HIPAA Omnibus Final Rule
In January the US Department of Health & Human Services (HHS) released the HIPAA Omnibus Final Rule, setting specific requirements for Business Associates to comply with HIPAA. In the Final Rule were two sections that affect IT VARs/MSPs and their vendors that provide them with data center hosting, colocation, Cloud services, and online backup. Enforcement of the Final Rule will begin September 23, 2013.

Subcontractors
The Final Rule requires Business Associates to ensure that all of their downstream Subcontractors will comply with HIPAA by signing Business Associate Agreements and implementing HIPAA compliance programs, including HIPAA-specific written policies and procedures; workforce training; delivery of HIPAA-compliant services; and documenting their work with enough detail to sustain a HIPAA audit or data breach investigation. If a Business Associate shares protected data with anyone that does not comply with HIPAA, it is a data breach requiring notifying their health care client, who must then notify patients and the federal government. Penalties of up to $ 1.5 million per occurrence may apply, plus costs to notify patients, legal fees, and reputational damage control costs.
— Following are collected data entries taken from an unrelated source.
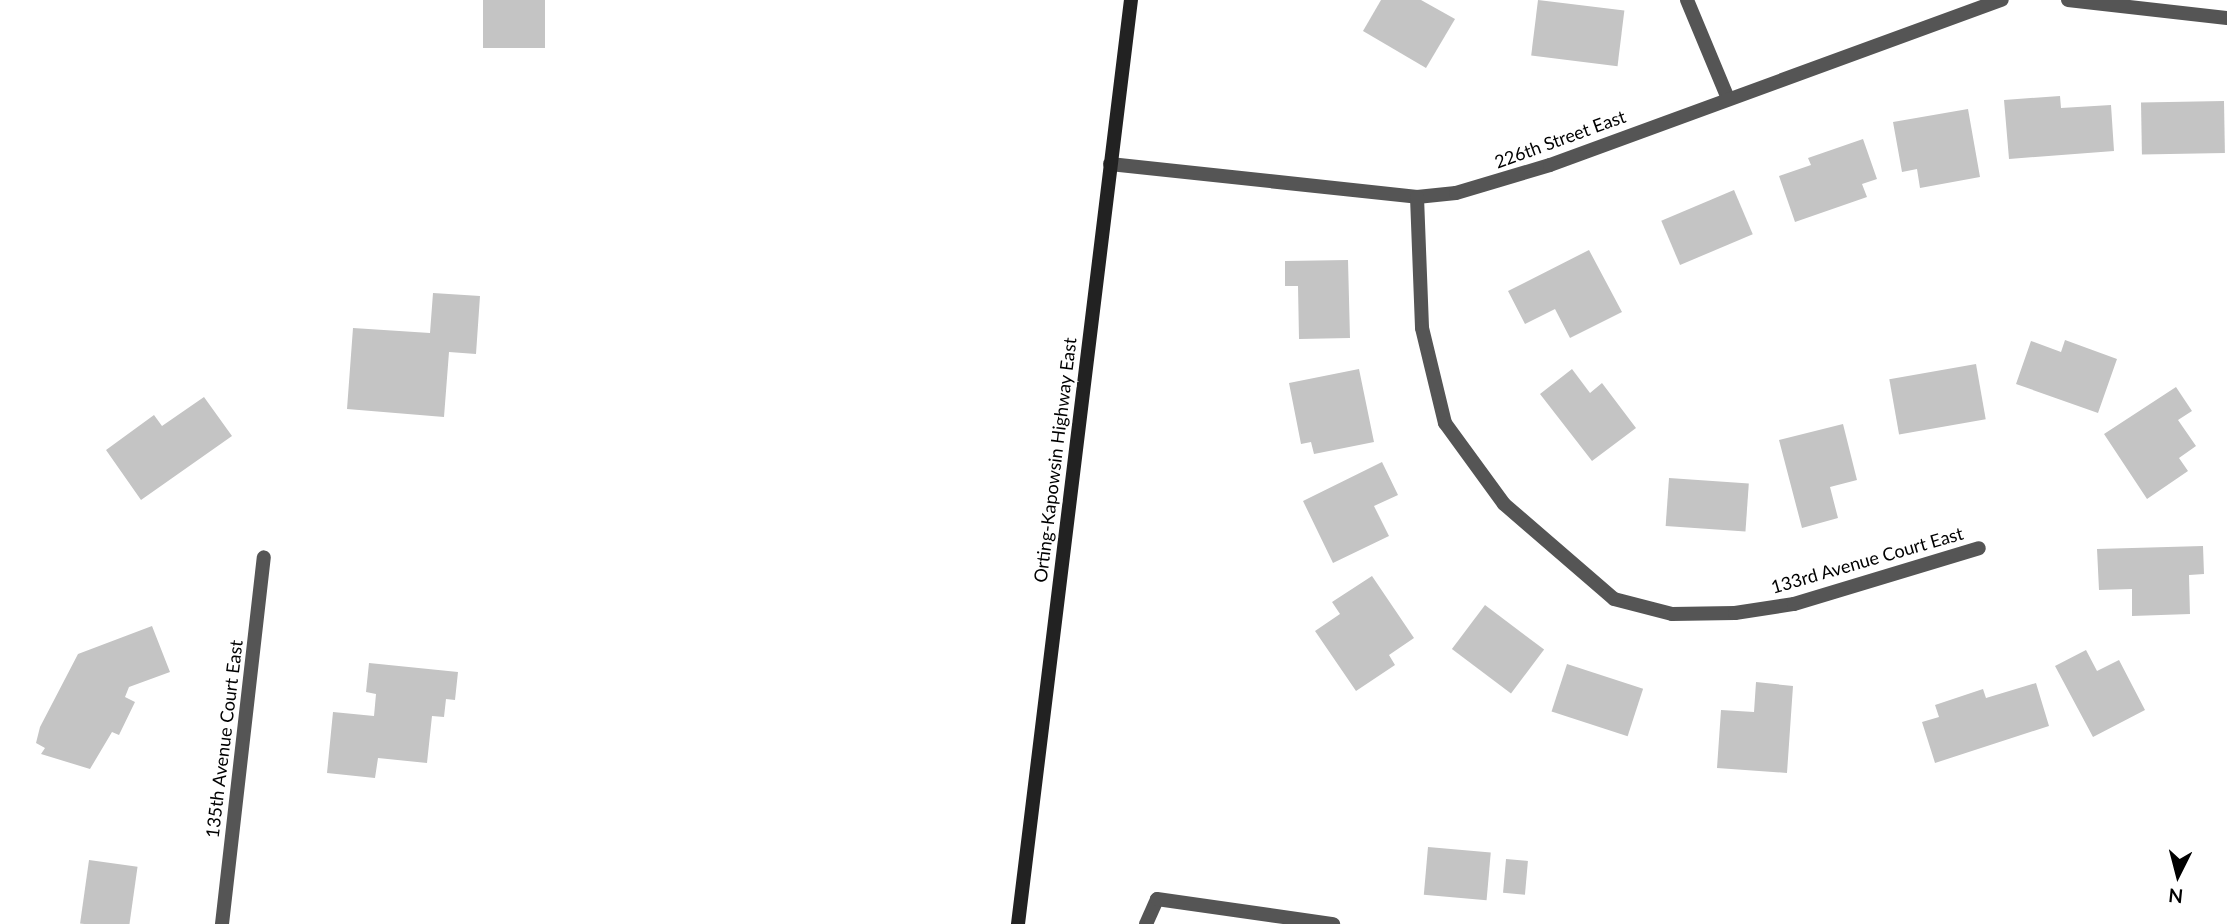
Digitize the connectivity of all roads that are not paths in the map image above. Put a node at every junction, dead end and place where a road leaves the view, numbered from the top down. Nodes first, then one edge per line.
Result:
1 (1131, 0) edge
2 (1687, 0) edge
3 (2002, 0) edge
4 (2068, 0) edge
5 (2227, 18) edge
6 (1727, 96) junction
7 (1111, 164) junction
8 (1417, 197) junction
9 (1979, 548) dead end
10 (264, 558) dead end
11 (222, 924) edge
12 (1018, 924) edge
13 (1146, 924) edge
14 (1333, 924) edge

1 - 7 main road, Orting-Kapowsin Highway East
2 - 6 street
3 - 6 street, 226th Street East
4 - 5 street
6 - 8 street, 226th Street East
7 - 8 street, 226th Street East
7 - 12 main road, Orting-Kapowsin Highway East
8 - 9 street, 133rd Avenue Court East
10 - 11 street, 135th Avenue Court East
13 - 14 street

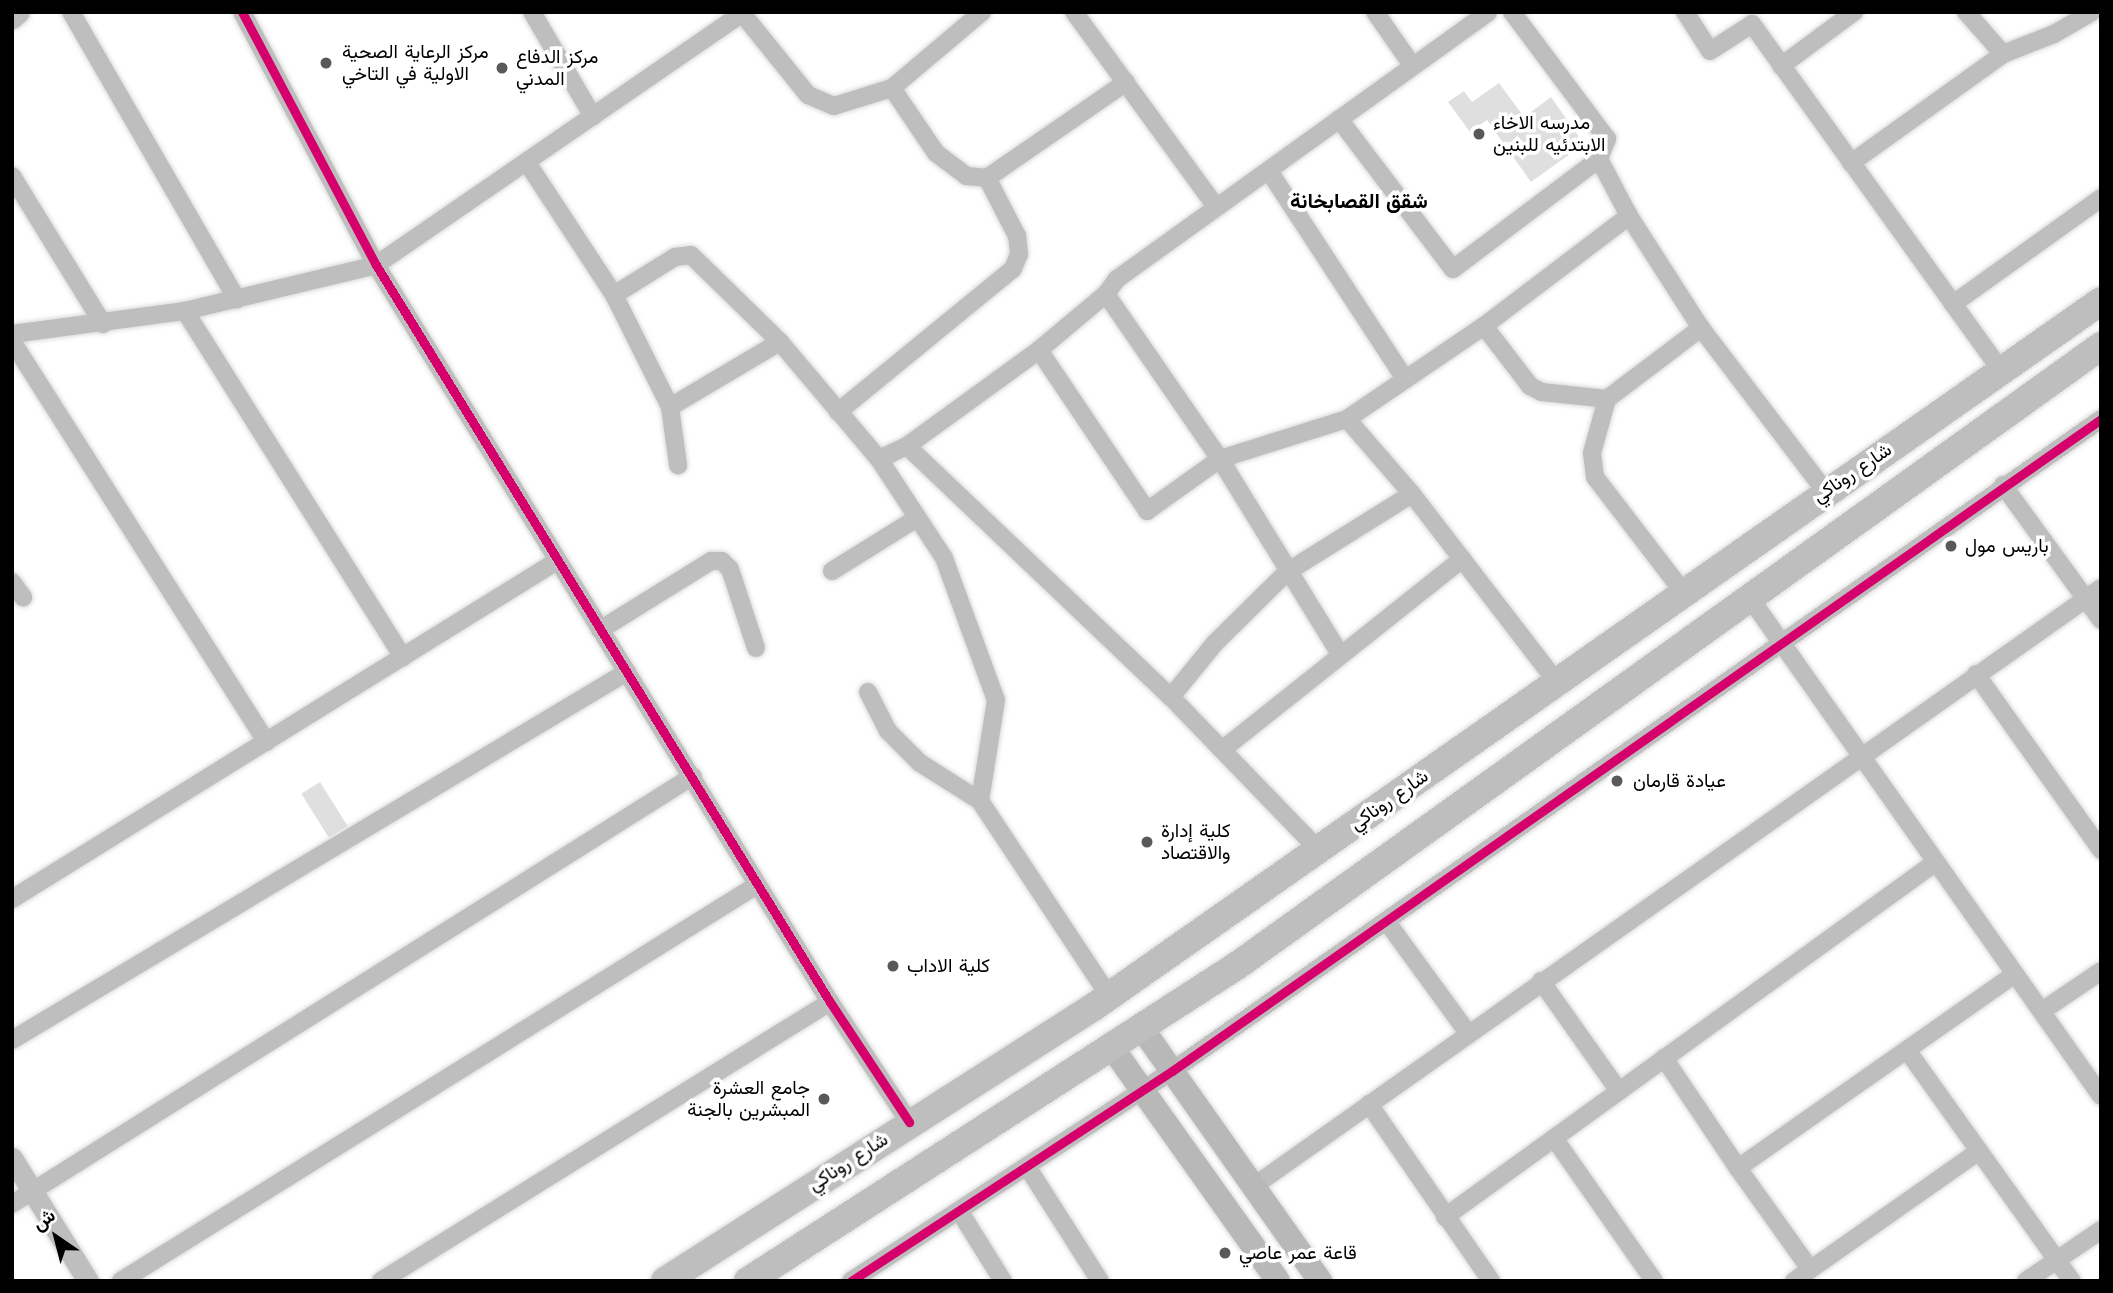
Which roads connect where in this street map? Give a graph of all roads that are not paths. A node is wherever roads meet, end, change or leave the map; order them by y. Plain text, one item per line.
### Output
1 (19, 12) edge
2 (71, 12) edge
3 (242, 12) edge
4 (532, 12) edge
5 (982, 12) edge
6 (1074, 12) edge
7 (1376, 12) edge
8 (1488, 12) edge
9 (1512, 12) edge
10 (1685, 12) edge
11 (1854, 12) edge
12 (1966, 12) edge
13 (2092, 12) edge
14 (741, 13) edge
15 (12, 18) edge
16 (2003, 54) junction
17 (1412, 65) junction
18 (1782, 66) junction
19 (1126, 82) junction
20 (891, 88) junction
21 (593, 117) junction
22 (1339, 119) junction
23 (1599, 159) junction
24 (1852, 163) junction
25 (528, 164) junction
26 (1269, 171) junction
27 (12, 176) edge
28 (987, 177) junction
29 (2101, 198) edge
30 (1216, 208) junction
31 (1629, 216) junction
32 (376, 265) junction
33 (1106, 294) junction
34 (614, 295) junction
35 (237, 299) junction
36 (2101, 301) edge
37 (1953, 304) junction
38 (185, 311) junction
39 (103, 324) junction
40 (1484, 326) junction
41 (1701, 328) junction
42 (12, 334) edge
43 (12, 341) edge
44 (780, 342) junction
45 (2101, 346) edge
46 (1039, 350) junction
47 (2002, 372) junction
48 (1405, 379) junction
49 (1606, 399) junction
50 (670, 407) junction
51 (838, 412) junction
52 (1942, 412) junction
53 (1347, 419) junction
54 (2101, 419) edge
55 (1965, 444) junction
56 (907, 446) junction
57 (879, 459) junction
58 (1220, 459) junction
59 (678, 465) dead end
60 (2004, 485) junction
61 (1825, 491) junction
62 (1412, 494) junction
63 (917, 518) junction
64 (1462, 559) junction
65 (557, 561) junction
66 (832, 571) dead end
67 (1287, 572) junction
68 (12, 582) edge
69 (2101, 588) edge
70 (1684, 593) junction
71 (23, 597) dead end
72 (1750, 598) junction
73 (2085, 599) junction
74 (2101, 620) edge
75 (600, 630) junction
76 (1783, 644) junction
77 (756, 648) dead end
78 (1340, 654) junction
79 (403, 657) junction
80 (627, 672) junction
81 (1976, 674) junction
82 (1557, 682) junction
83 (868, 692) dead end
84 (1171, 697) junction
85 (266, 742) junction
86 (1222, 750) junction
87 (1861, 754) junction
88 (693, 776) junction
89 (980, 801) junction
90 (1318, 849) junction
91 (2101, 850) edge
92 (1936, 862) junction
93 (757, 885) junction
94 (12, 899) edge
95 (1387, 922) junction
96 (2101, 971) edge
97 (2015, 974) junction
98 (1541, 981) junction
99 (1109, 996) junction
100 (830, 1002) junction
101 (2042, 1011) junction
102 (1141, 1027) junction
103 (1468, 1033) junction
104 (12, 1040) edge
105 (1111, 1046) junction
106 (1907, 1050) junction
107 (1664, 1058) junction
108 (1172, 1072) junction
109 (1619, 1091) junction
110 (1143, 1092) junction
111 (2101, 1096) edge
112 (1369, 1104) junction
113 (909, 1122) junction
114 (1554, 1138) junction
115 (1979, 1151) junction
116 (12, 1158) edge
117 (1028, 1168) junction
118 (1738, 1168) junction
119 (1254, 1186) junction
120 (33, 1191) junction
121 (12, 1204) edge
122 (960, 1212) junction
123 (764, 1217) junction
124 (1446, 1217) junction
125 (2101, 1230) edge
126 (790, 1254) junction
127 (2056, 1259) junction
128 (1810, 1269) junction
129 (88, 1281) edge
130 (121, 1281) edge
131 (382, 1281) edge
132 (665, 1281) edge
133 (748, 1281) edge
134 (851, 1281) edge
135 (1003, 1281) edge
136 (1100, 1281) edge
137 (1278, 1281) edge
138 (1320, 1281) edge
139 (1491, 1281) edge
140 (1654, 1281) edge
141 (1794, 1281) edge
142 (2026, 1281) edge
143 (2072, 1281) edge

1 - 15 street
2 - 35 street
3 - 32 street
4 - 21 street
5 - 20 street
6 - 19 street
7 - 17 street
8 - 17 street
9 - 23 street
10 - 18 street
11 - 18 street
12 - 16 street
13 - 16 street
14 - 20 street
14 - 21 street
16 - 24 street
17 - 22 street
18 - 24 street
19 - 28 street
19 - 30 street
20 - 28 street
21 - 25 street
22 - 23 street
22 - 26 street
23 - 31 street
24 - 37 street
25 - 32 street
25 - 34 street
26 - 30 street
26 - 48 street
27 - 39 street
28 - 51 street
29 - 37 street
30 - 33 street
31 - 40 street
31 - 41 street
32 - 35 street
32 - 65 street
33 - 46 street
33 - 58 street
34 - 44 street
34 - 50 street
35 - 38 street
36 - 47 main road, شارع روناكي
37 - 47 street
38 - 39 street
38 - 79 street
39 - 42 street
40 - 48 street
40 - 49 street
41 - 49 street
41 - 61 street
43 - 85 street
44 - 50 street
44 - 51 street
45 - 55 main road
46 - 56 street
46 - 58 street
47 - 52 main road, شارع روناكي
48 - 53 street
49 - 70 street
50 - 59 street
51 - 57 street
52 - 55 main road
52 - 61 main road, شارع روناكي
53 - 58 street
53 - 62 street
54 - 60 street
55 - 72 main road
56 - 57 street
56 - 84 street
57 - 63 street
58 - 67 street
60 - 73 street
60 - 76 street
61 - 70 main road, شارع روناكي
62 - 64 street
62 - 67 street
63 - 66 street
63 - 89 street
64 - 78 street
64 - 82 street
65 - 75 street
65 - 79 street
67 - 78 street
67 - 84 street
68 - 71 street
69 - 73 street
70 - 82 main road, شارع روناكي
72 - 76 street
72 - 102 main road
73 - 74 street
73 - 81 street
75 - 77 street
75 - 80 street
76 - 87 street
76 - 95 street
78 - 86 street
79 - 85 street
80 - 88 street
80 - 104 street
81 - 87 street
81 - 91 street
82 - 90 main road, شارع روناكي
83 - 89 street
84 - 86 street
85 - 94 street
86 - 90 street
87 - 92 street
87 - 98 street
88 - 93 street
88 - 120 street
89 - 99 street
90 - 99 main road, شارع روناكي
92 - 97 street
92 - 107 street
93 - 100 street
93 - 130 street
95 - 103 street
95 - 108 street
96 - 101 street
97 - 101 street
97 - 106 street
98 - 103 street
98 - 109 street
99 - 113 main road, شارع روناكي
100 - 113 street
100 - 131 street
101 - 111 street
102 - 105 main road
102 - 108 main road
103 - 112 street
105 - 110 main road
105 - 126 main road
106 - 115 street
106 - 118 street
107 - 109 street
107 - 118 street
108 - 110 street
108 - 119 main road
109 - 114 street
110 - 117 street
110 - 137 main road
112 - 119 street
112 - 124 street
113 - 123 main road, شارع روناكي
114 - 124 street
114 - 140 street
115 - 127 street
115 - 128 street
116 - 120 street
117 - 122 street
117 - 136 street
118 - 128 street
119 - 138 main road
120 - 121 street
120 - 129 street
122 - 134 street
122 - 135 street
123 - 126 main road
123 - 132 main road, شارع روناكي
124 - 139 street
125 - 127 street
126 - 133 main road
127 - 142 street
127 - 143 street
128 - 141 street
Organizations that Maintain Data
The Final Rule also requires that any person or entity that ‘maintains’ (stores) protected data, even if they don’t look at it, is a Business Associate. Notable was that there is no exemption for encrypted data, data in locked cabinets where the owner of the facility does not have keys, or other situations where the data is not— or cannot be— accessed. The Final Rule discusses this starting on page 24 https://s3.amazonaws.com/public-inspection.federalregister.gov/2013-01073.pdf Since it could come from a Covered Entity or Business Associate, it is virtually impossible for a hosting, cloud, or backup vendor to prevent PHI from entering their system.
This article is important because it references a presentation by Leon Rodriguez, the government’s chief HIPAA enforcer, who clearly says that data centers offering colocation and hosting now have to comply.
http://healthworkscollective.com/onlinetech/87816/himss-13-hhs-final-ruling-changes-rules-roles-hipaa-hosting

SSAE-16, SOC-2, or SOC-3 do not mean you are HIPAA compliant
There are many different compliance requirements, from different organizations and government agencies, and they are not interchangeable.
This article from datacenterknowledge.com addresses the idea that compliance can be mixed between requirements. Note that the article was written before the Omnibus Final Rule but has some valuable information comparing various accreditations. http://www.datacenterknowledge.com/archives/2012/06/29/hipaa-compliant-data-centers/
This reader’s comment is also relevant.

Certainly SOC 2 brings a somewhat better level of objectivity to data center audits than SSAE 16 (SOC 1), but it is not a substitute for a HIPAA audit. HIPAA requires specific policy, personnel training and breach remediation processes that are not covered in SOC 2 audits. In addition the HIPAA security rules are very different than SOC 2 standards. We support 4 different audits for each of our data centers: SSAE 16, SOC 2, HIPAA and PCI. Each audit has its own purpose and own requirements. While SOC 2 helps data centers move towards a more objective audit, it’s not a substitute for HIPAA or a PCI audit.
You can bet that HHS isn’t going to accept SOC 2 as a proxy for HIPAA compliance when it comes to penalties associated with PHI breaches.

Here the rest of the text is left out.